## [Working data]
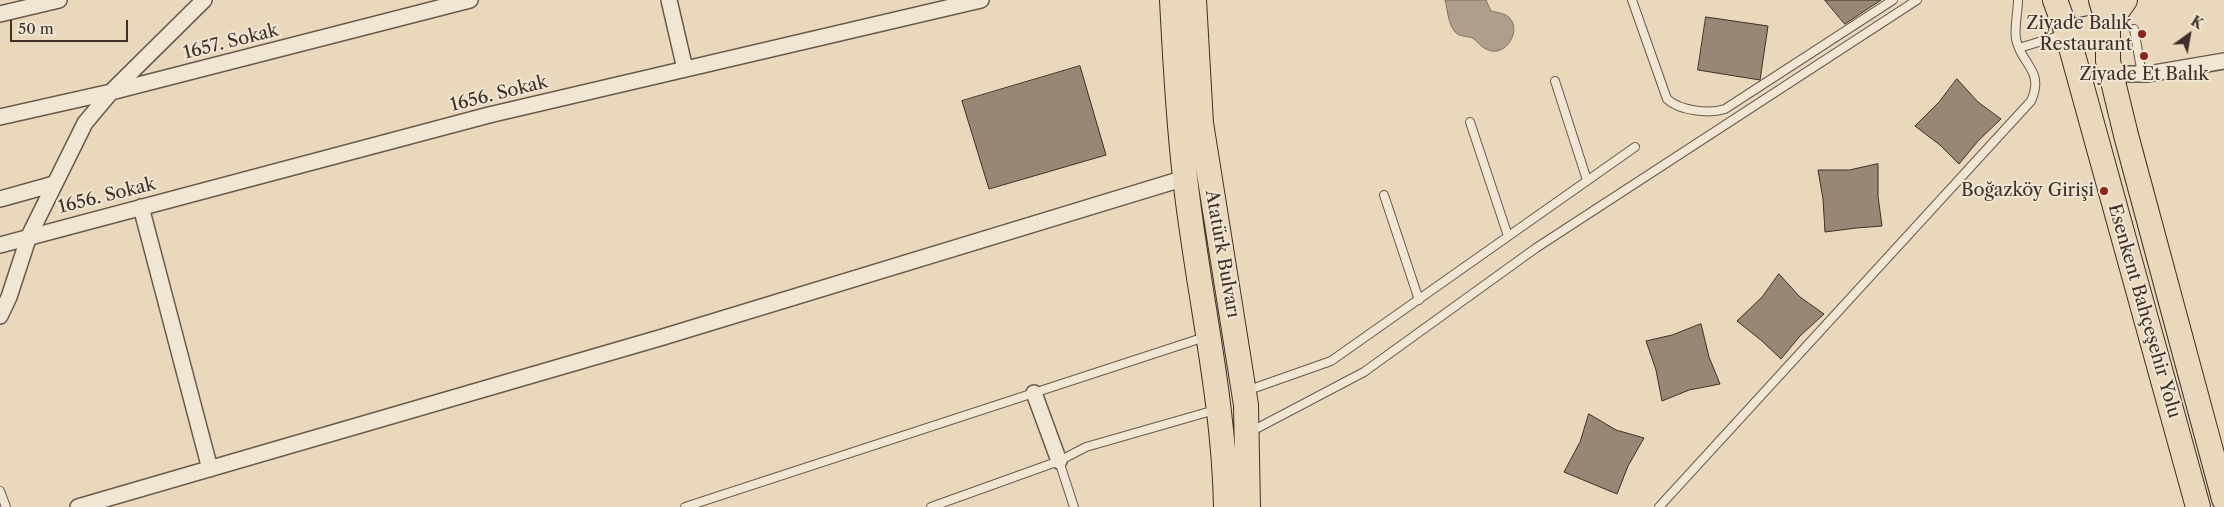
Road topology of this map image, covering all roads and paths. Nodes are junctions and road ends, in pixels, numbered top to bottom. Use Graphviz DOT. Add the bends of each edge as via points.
graph roads {
  1 [pos="59,0"];
  2 [pos="204,0"];
  3 [pos="470,0"];
  4 [pos="669,0"];
  5 [pos="981,0"];
  6 [pos="1172,0"];
  7 [pos="1194,0"];
  8 [pos="1632,0"];
  9 [pos="1893,0"];
  10 [pos="1917,0"];
  11 [pos="2018,0"];
  12 [pos="2055,0"];
  13 [pos="2101,0"];
  14 [pos="2125,0"];
  15 [pos="0,14"];
  16 [pos="2108,24"];
  17 [pos="2134,29"];
  18 [pos="2067,33"];
  19 [pos="2019,48"];
  20 [pos="2224,61"];
  21 [pos="685,69"];
  22 [pos="2112,74"];
  23 [pos="2142,74"];
  24 [pos="1555,81"];
  25 [pos="111,92"];
  26 [pos="0,117"];
  27 [pos="1470,122"];
  28 [pos="1635,146"];
  29 [pos="1185,178"];
  30 [pos="1587,180"];
  31 [pos="54,184"];
  32 [pos="1384,196"];
  33 [pos="0,199"];
  34 [pos="141,207"];
  35 [pos="29,236"];
  36 [pos="1508,236"];
  37 [pos="0,245"];
  38 [pos="1419,300"];
  39 [pos="0,316"];
  40 [pos="1209,336"];
  41 [pos="1034,393"];
  42 [pos="1245,398"];
  43 [pos="1220,409"];
  44 [pos="1248,433"];
  45 [pos="1059,462"];
  46 [pos="210,469"];
  47 [pos="0,491"];
  48 [pos="2224,499"];
  49 [pos="6,507"];
  50 [pos="78,507"];
  51 [pos="686,507"];
  52 [pos="931,507"];
  53 [pos="1074,507"];
  54 [pos="1226,507"];
  55 [pos="1248,507"];
  56 [pos="1659,507"];
  57 [pos="2198,507"];
  1 -- 15 [label="street"];
  2 -- 25 [label="street"];
  3 -- 25 [label="street, 1657. Sokak"];
  4 -- 21 [label="street"];
  5 -- 21 [label="street, 1656. Sokak"];
  6 -- 29 [label="main road, Atatürk Bulvarı"];
  7 -- 42 [label="main road, Atatürk Bulvarı" via="1202,131"];
  8 -- 9 [label="lane" via="1667,100 1678,107 1711,111 1725,109"];
  10 -- 44 [label="lane" via="1536,248 1364,372"];
  11 -- 19 [label="lane" via="2015,26"];
  12 -- 18 [label="main road, Esenkent Bahçeşehir Yolu"];
  13 -- 16 [label="main road, Esenkent Bahçeşehir Yolu"];
  13 -- 18 [label="main road"];
  14 -- 16 [label="main road"];
  16 -- 18 [label="main road"];
  16 -- 22 [label="main road, Esenkent Bahçeşehir Yolu" via="2107,48"];
  17 -- 23 [label="lane"];
  18 -- 19 [label="lane"];
  18 -- 57 [label="main road, Esenkent Bahçeşehir Yolu"];
  19 -- 56 [label="lane" via="2036,81 2034,94 2027,106"];
  20 -- 23 [label="street"];
  21 -- 34 [label="street, 1656. Sokak" via="489,116"];
  22 -- 23 [label="street"];
  22 -- 48 [label="main road, Esenkent Bahçeşehir Yolu"];
  24 -- 30 [label="lane"];
  25 -- 26 [label="street, 1657. Sokak"];
  25 -- 31 [label="street" via="85,123"];
  27 -- 36 [label="lane"];
  28 -- 30 [label="lane"];
  29 -- 40 [label="main road, Atatürk Bulvarı"];
  29 -- 46 [label="street" via="663,337"];
  30 -- 36 [label="lane"];
  31 -- 33 [label="street"];
  31 -- 35 [label="street"];
  32 -- 38 [label="lane"];
  34 -- 35 [label="street, 1656. Sokak"];
  34 -- 46 [label="street"];
  35 -- 37 [label="street, 1656. Sokak"];
  35 -- 39 [label="street"];
  36 -- 38 [label="lane"];
  38 -- 42 [label="lane" via="1331,361"];
  40 -- 41 [label="lane"];
  40 -- 43 [label="main road, Atatürk Bulvarı"];
  41 -- 45 [label="street"];
  41 -- 51 [label="lane"];
  42 -- 43 [label="main road"];
  42 -- 44 [label="main road, Atatürk Bulvarı"];
  43 -- 45 [label="lane" via="1086,447"];
  43 -- 54 [label="main road, Atatürk Bulvarı"];
  44 -- 55 [label="main road, Atatürk Bulvarı"];
  45 -- 52 [label="lane"];
  45 -- 53 [label="lane"];
  46 -- 50 [label="street"];
  47 -- 49 [label="lane"];
}
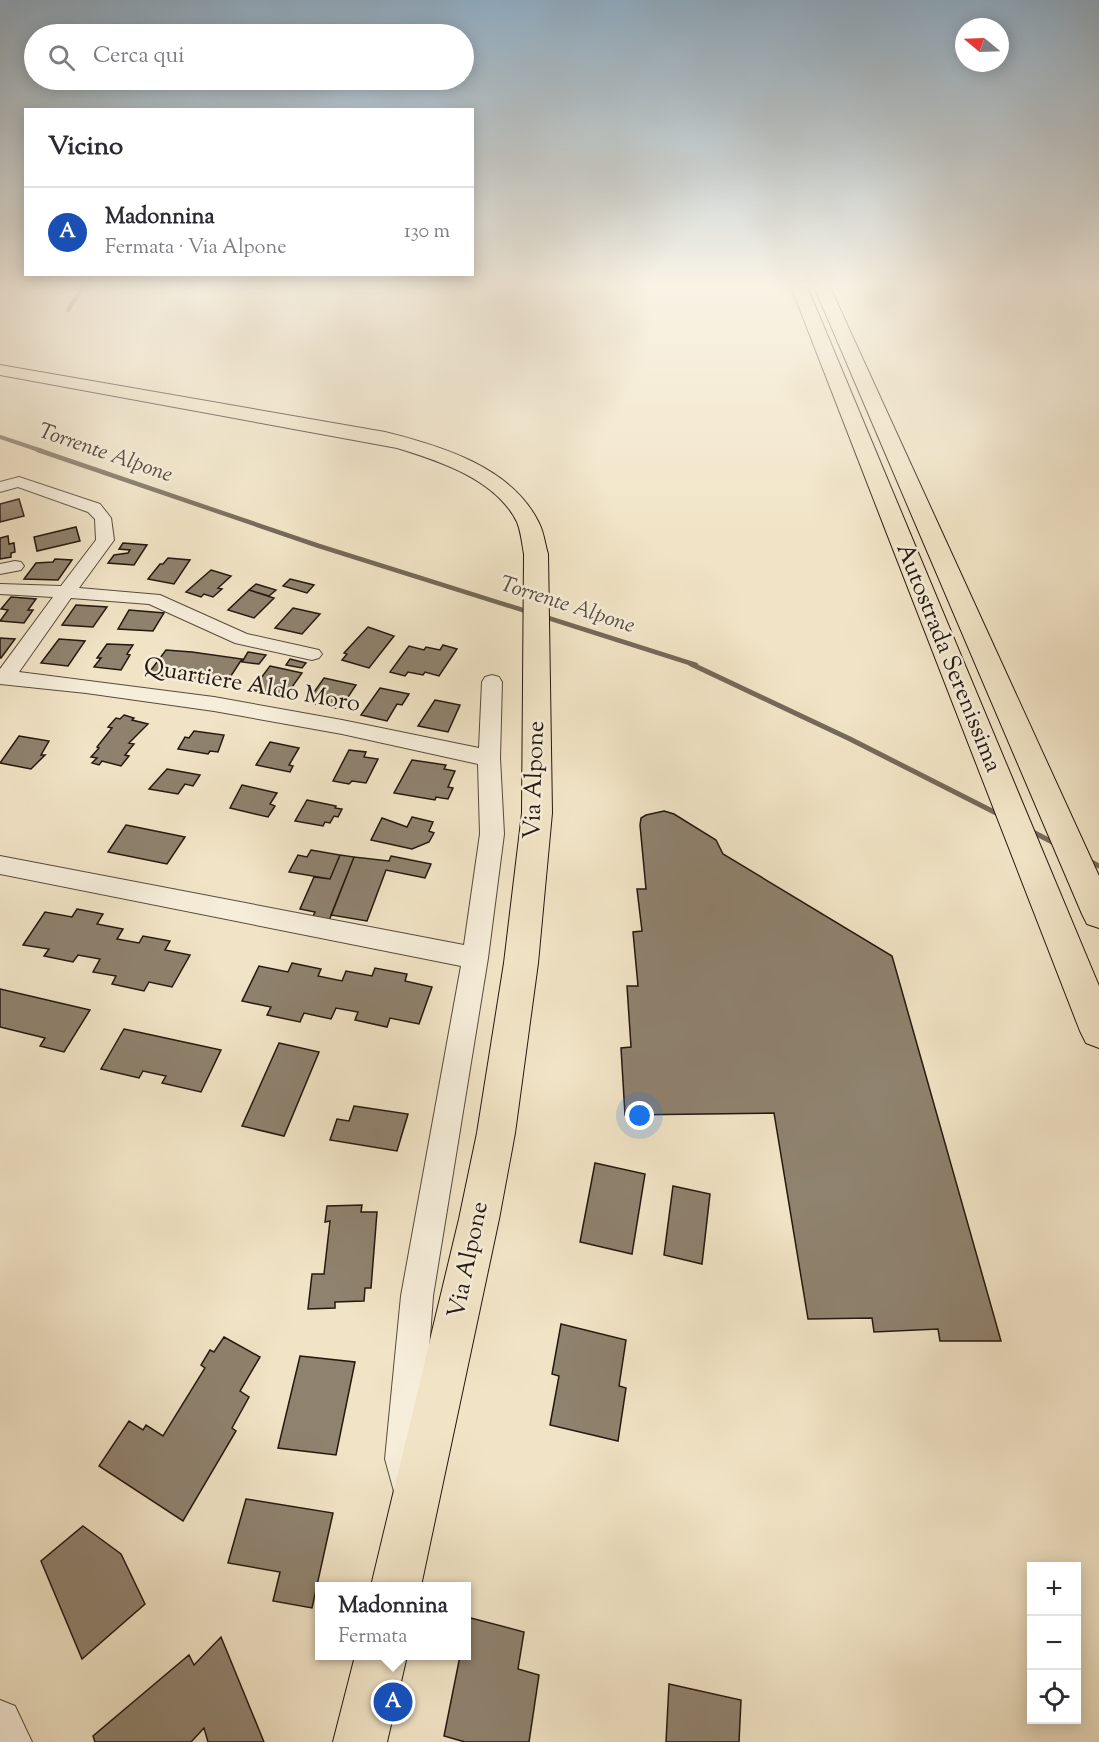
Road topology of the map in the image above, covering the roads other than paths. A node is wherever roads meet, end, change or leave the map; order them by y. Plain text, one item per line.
1 (831, 365) edge
2 (857, 365) edge
3 (0, 370) edge
4 (0, 487) edge
5 (0, 589) edge
6 (66, 592) junction
7 (312, 654) dead end
8 (2, 678) edge
9 (492, 682) dead end
10 (489, 758) junction
11 (0, 865) edge
12 (1099, 913) edge
13 (475, 958) junction
14 (1099, 1031) edge
15 (414, 1504) junction
16 (397, 1582) edge
17 (380, 1660) edge
18 (0, 1721) edge
19 (11, 1742) edge
20 (360, 1742) edge

1 - 14 highway, Autostrada Serenissima
2 - 12 highway, Autostrada Serenissima
3 - 15 main road, Via Alpone
4 - 6 street
5 - 6 street
6 - 7 street, Quartiere Aldo Moro
6 - 8 street, Quartiere Aldo Moro
8 - 10 street, Quartiere Aldo Moro
9 - 10 street
10 - 13 street
11 - 13 street
13 - 15 street
15 - 16 main road, Via Alpone
17 - 20 main road
18 - 19 street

## [What is needed]
One number is all the reply should hold: how many lines in these records include the word "Quartiere".

## [Written answer]
3